Task
Your reply should hold only the lines from the records below where "above" occurs.

Data for this task
※ ※ ※
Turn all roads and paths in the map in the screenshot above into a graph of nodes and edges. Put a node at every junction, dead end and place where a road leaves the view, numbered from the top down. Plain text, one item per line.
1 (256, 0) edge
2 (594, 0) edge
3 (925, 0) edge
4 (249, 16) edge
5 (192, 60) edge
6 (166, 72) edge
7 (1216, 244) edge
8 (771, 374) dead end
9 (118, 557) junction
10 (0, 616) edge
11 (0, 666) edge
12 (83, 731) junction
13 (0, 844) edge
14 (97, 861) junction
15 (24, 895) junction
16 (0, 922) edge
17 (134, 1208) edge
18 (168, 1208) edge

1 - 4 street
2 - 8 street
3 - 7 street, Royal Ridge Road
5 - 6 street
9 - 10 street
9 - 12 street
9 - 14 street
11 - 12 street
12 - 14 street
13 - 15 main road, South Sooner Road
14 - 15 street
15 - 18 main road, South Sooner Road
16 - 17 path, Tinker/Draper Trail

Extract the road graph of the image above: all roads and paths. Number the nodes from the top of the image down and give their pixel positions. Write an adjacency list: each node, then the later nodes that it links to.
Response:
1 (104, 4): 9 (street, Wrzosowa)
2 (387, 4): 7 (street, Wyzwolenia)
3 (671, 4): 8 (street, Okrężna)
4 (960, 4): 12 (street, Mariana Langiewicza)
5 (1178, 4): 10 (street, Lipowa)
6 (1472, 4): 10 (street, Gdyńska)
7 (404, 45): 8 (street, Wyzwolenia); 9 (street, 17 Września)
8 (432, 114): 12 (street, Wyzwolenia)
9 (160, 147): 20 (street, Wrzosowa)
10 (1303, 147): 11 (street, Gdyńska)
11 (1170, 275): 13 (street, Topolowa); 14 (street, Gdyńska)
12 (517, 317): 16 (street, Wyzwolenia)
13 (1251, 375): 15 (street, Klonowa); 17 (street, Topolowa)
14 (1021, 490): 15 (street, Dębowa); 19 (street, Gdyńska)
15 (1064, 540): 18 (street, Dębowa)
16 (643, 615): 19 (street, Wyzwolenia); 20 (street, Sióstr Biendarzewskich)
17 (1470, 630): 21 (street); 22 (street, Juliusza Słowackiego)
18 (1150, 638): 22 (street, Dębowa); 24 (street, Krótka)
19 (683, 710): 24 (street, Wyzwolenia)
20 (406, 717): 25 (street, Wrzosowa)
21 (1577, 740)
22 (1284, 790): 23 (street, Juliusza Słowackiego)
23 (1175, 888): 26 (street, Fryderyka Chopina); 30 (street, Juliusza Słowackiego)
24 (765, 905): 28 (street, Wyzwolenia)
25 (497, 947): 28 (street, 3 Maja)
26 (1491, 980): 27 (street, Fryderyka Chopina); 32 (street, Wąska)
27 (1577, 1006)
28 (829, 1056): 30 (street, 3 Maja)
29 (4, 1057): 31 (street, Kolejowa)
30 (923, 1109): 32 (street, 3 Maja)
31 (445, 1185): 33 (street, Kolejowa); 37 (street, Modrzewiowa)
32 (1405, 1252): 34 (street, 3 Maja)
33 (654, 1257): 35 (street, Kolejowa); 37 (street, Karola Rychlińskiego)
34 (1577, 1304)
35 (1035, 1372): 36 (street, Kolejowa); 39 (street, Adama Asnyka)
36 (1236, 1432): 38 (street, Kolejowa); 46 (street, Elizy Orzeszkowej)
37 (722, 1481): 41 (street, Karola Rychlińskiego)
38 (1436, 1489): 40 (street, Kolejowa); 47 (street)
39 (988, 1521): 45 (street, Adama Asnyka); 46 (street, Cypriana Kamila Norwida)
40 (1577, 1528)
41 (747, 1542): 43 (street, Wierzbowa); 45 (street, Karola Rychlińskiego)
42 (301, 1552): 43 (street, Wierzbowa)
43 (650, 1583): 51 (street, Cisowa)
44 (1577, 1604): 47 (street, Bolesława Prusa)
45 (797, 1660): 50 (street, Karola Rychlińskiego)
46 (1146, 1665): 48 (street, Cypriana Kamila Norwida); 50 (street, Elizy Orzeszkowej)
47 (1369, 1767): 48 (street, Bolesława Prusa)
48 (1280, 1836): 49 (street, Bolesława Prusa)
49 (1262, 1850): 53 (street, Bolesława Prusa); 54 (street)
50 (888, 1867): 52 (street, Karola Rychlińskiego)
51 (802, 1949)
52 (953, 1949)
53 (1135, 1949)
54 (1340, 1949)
※ ※ ※
Expected answer
Turn all roads and paths in the map in the screenshot above into a graph of nodes and edges. Put a node at every junction, dead end and place where a road leaves the view, numbered from the top down. Plain text, one item per line.
Extract the road graph of the image above: all roads and paths. Number the nodes from the top of the image down and give their pixel positions. Write an adjacency list: each node, then the later nodes that it links to.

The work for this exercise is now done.